### Work order
Filter the entries, keeping every line with the string "микрорайон".

....

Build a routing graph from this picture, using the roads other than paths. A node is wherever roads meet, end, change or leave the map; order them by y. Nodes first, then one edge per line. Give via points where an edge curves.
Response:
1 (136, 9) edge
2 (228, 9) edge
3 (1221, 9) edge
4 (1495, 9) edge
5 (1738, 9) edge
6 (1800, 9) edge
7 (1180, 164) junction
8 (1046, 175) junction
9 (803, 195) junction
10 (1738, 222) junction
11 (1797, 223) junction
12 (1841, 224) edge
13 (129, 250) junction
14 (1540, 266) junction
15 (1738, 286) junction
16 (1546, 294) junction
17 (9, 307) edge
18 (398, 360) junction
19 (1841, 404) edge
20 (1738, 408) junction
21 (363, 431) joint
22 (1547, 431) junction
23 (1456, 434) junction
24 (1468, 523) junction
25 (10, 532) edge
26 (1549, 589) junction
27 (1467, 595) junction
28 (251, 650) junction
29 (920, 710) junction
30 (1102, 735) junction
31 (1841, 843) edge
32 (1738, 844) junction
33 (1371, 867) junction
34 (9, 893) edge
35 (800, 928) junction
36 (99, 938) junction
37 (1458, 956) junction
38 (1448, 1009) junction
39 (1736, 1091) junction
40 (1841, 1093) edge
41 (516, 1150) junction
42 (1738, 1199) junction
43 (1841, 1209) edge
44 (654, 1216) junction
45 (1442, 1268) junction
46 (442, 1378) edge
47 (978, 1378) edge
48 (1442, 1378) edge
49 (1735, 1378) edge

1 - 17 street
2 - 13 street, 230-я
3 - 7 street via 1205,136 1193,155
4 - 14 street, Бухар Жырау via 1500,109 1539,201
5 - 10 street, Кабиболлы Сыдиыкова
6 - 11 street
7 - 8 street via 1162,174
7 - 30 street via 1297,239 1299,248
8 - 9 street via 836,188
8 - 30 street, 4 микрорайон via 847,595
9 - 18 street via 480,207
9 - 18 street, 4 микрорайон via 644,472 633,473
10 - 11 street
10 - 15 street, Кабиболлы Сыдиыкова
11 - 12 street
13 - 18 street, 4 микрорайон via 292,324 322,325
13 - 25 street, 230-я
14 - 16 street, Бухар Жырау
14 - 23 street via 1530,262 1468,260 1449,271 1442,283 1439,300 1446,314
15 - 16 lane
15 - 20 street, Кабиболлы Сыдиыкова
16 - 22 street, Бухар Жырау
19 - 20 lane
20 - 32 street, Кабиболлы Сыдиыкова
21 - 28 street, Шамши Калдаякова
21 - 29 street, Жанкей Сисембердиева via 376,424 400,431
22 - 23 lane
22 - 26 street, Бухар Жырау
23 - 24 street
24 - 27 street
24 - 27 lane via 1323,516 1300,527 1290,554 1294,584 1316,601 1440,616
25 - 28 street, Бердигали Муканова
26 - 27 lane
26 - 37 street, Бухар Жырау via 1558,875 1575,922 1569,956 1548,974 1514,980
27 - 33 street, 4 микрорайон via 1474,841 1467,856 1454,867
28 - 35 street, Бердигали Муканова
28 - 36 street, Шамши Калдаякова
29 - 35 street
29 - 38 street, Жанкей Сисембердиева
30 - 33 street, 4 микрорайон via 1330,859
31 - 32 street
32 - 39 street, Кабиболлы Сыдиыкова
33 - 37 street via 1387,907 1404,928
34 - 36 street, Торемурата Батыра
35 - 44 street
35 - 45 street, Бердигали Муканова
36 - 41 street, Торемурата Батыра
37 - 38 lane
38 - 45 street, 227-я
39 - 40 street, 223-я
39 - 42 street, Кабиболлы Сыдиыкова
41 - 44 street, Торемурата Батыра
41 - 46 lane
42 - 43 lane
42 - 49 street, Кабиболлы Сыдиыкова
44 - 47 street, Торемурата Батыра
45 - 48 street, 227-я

....

### Result
8 - 30 street, 4 микрорайон via 847,595
9 - 18 street, 4 микрорайон via 644,472 633,473
13 - 18 street, 4 микрорайон via 292,324 322,325
27 - 33 street, 4 микрорайон via 1474,841 1467,856 1454,867
30 - 33 street, 4 микрорайон via 1330,859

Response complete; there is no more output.